> [WORK TO BE COMPLETED] Say how many lines in the records hold "dead". Nothing but the number should be given.

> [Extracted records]
========================================================================
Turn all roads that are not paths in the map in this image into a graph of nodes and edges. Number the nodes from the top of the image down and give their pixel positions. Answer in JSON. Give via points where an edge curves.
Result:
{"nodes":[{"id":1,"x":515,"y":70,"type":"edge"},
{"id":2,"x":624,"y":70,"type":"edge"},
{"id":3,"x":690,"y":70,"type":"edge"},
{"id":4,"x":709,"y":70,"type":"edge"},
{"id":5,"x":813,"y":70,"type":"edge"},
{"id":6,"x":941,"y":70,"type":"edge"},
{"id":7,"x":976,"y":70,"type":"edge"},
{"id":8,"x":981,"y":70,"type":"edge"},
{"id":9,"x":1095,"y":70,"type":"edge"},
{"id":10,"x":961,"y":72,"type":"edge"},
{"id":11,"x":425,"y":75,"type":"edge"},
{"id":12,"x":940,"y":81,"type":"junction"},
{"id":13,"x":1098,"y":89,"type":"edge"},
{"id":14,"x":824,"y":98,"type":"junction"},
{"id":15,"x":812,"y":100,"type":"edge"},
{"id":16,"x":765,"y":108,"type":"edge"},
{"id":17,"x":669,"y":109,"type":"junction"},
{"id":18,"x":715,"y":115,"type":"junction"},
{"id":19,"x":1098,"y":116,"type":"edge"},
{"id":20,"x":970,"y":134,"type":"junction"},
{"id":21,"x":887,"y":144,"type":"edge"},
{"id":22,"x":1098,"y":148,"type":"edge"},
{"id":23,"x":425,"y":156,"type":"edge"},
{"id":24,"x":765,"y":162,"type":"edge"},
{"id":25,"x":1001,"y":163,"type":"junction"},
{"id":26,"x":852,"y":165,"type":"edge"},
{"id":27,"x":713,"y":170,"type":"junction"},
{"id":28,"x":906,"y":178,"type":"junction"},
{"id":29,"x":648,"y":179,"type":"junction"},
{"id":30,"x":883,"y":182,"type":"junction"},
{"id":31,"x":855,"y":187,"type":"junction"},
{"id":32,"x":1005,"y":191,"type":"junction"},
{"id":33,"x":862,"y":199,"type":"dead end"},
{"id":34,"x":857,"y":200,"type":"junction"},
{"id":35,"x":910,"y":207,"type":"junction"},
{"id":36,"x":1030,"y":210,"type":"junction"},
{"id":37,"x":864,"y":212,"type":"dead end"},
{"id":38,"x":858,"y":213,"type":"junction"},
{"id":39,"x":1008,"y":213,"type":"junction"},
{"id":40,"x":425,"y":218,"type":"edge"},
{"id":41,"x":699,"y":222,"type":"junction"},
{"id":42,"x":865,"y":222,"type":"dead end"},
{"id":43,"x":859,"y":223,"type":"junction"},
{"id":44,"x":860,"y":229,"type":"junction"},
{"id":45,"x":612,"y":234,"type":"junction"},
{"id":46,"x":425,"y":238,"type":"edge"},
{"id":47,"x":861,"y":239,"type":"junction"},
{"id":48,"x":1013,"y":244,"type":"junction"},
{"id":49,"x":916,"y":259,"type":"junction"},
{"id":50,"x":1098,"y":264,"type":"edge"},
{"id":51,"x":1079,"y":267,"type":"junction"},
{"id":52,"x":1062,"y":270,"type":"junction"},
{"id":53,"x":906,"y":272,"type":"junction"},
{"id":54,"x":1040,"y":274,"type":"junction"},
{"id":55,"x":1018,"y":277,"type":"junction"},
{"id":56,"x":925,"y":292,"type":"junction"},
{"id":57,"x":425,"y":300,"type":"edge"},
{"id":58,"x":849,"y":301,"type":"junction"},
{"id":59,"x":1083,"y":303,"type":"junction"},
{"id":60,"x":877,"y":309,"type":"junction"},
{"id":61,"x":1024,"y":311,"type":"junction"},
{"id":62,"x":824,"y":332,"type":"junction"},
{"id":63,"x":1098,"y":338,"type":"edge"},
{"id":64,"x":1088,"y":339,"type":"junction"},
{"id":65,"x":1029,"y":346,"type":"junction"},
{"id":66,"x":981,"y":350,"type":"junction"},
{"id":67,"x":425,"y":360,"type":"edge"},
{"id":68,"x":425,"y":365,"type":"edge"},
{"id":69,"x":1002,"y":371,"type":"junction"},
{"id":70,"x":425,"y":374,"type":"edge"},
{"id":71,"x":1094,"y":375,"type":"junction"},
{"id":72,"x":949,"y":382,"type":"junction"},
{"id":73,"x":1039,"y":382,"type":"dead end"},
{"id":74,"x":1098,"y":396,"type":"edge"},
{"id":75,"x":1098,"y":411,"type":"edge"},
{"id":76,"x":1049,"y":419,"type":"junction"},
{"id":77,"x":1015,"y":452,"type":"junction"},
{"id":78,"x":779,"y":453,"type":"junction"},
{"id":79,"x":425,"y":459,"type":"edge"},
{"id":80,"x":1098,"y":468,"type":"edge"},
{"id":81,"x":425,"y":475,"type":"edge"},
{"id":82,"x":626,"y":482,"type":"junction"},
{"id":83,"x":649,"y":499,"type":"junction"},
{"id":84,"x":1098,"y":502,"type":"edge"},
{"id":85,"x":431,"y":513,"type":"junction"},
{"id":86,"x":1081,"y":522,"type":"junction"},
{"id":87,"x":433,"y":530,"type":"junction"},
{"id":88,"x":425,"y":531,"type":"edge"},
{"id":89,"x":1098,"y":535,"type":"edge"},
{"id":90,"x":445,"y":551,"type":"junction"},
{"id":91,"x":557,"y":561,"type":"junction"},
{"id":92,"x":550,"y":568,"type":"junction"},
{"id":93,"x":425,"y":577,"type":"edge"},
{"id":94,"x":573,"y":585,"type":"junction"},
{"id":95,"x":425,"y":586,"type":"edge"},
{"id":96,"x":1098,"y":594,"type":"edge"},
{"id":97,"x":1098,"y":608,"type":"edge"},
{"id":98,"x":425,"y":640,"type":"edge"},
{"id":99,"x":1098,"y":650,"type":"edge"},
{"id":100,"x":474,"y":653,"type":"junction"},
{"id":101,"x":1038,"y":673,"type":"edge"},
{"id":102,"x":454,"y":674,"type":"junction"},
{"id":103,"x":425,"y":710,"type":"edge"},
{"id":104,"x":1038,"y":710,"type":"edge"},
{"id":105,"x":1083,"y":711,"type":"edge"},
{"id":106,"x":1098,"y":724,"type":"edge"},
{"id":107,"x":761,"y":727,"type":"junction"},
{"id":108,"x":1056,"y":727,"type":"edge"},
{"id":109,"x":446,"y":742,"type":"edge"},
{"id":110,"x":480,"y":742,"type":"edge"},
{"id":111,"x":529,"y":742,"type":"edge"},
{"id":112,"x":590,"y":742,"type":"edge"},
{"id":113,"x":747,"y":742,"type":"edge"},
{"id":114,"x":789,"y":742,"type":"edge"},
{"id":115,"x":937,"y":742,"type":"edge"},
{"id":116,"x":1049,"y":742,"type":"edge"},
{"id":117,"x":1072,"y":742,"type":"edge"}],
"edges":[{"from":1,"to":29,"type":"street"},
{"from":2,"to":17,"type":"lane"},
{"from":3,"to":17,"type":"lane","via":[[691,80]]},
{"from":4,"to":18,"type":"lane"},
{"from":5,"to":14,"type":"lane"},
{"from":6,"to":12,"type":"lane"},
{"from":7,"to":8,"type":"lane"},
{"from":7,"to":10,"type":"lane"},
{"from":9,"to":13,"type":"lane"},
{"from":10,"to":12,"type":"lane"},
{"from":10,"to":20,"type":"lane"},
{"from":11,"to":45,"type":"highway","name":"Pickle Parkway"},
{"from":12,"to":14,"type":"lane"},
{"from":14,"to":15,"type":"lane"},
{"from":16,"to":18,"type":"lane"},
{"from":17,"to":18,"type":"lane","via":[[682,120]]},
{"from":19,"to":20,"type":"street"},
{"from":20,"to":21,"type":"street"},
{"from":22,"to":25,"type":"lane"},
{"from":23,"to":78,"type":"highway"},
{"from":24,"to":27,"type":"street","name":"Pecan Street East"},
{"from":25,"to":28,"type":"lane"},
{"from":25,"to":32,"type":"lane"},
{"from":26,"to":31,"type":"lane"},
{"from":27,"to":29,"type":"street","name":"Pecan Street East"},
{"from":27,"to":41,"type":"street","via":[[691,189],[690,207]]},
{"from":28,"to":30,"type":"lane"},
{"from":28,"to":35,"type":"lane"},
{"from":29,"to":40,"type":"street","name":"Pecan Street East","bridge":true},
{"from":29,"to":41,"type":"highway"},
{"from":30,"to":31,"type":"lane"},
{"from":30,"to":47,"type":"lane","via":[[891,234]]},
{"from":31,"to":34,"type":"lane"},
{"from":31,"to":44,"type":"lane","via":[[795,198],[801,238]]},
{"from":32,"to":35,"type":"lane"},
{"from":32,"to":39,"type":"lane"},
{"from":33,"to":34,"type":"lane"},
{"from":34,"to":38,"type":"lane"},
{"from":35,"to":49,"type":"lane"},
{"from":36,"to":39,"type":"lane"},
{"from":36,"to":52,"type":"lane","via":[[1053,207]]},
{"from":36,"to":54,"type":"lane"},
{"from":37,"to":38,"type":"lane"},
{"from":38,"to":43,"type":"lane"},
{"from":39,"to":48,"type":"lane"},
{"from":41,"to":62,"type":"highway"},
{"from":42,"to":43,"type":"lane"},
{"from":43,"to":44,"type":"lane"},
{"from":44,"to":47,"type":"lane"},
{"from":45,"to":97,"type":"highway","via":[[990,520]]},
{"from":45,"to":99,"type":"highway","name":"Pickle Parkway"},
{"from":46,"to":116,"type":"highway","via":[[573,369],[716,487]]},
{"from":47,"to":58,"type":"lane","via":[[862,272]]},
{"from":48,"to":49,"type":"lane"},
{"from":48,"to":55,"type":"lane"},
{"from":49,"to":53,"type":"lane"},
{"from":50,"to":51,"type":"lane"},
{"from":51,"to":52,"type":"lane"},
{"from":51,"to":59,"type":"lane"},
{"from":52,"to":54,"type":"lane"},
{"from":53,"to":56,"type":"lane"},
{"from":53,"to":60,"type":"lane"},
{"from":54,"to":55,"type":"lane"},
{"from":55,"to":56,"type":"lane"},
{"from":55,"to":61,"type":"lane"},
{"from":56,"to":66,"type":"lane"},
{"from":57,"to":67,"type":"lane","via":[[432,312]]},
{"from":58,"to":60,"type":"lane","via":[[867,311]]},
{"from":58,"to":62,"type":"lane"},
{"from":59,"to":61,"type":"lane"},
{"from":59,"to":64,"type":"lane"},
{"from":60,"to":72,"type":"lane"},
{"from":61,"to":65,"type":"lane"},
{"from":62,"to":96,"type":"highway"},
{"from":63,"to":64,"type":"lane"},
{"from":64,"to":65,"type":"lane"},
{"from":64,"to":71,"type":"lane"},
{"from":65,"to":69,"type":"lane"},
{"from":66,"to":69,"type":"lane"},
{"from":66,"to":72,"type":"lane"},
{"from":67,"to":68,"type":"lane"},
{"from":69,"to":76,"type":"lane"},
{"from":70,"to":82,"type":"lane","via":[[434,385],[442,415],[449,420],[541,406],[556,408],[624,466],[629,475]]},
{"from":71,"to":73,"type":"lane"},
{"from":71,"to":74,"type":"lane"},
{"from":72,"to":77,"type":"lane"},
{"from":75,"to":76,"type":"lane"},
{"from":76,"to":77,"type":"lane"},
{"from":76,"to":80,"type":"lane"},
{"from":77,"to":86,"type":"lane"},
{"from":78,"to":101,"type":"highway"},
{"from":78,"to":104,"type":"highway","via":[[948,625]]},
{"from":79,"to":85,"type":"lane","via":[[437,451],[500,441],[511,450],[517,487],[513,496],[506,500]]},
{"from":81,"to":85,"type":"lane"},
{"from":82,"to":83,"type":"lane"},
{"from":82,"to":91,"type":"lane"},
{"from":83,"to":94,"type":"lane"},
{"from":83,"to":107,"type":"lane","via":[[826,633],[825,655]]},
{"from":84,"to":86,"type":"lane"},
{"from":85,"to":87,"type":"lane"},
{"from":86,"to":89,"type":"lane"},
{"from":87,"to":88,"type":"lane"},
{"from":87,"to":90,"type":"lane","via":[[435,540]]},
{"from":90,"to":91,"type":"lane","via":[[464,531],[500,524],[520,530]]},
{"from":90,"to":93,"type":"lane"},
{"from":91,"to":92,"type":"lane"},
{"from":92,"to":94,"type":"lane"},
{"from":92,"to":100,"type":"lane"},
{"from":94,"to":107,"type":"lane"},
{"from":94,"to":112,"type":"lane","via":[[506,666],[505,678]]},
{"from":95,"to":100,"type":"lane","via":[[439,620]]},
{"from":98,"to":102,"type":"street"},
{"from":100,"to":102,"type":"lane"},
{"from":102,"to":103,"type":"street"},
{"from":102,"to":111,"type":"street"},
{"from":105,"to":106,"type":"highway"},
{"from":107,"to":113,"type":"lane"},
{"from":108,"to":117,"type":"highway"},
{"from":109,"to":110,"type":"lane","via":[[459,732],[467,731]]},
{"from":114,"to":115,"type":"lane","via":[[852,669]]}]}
========================================================================
> [RESULT OF THE EXERCISE] 4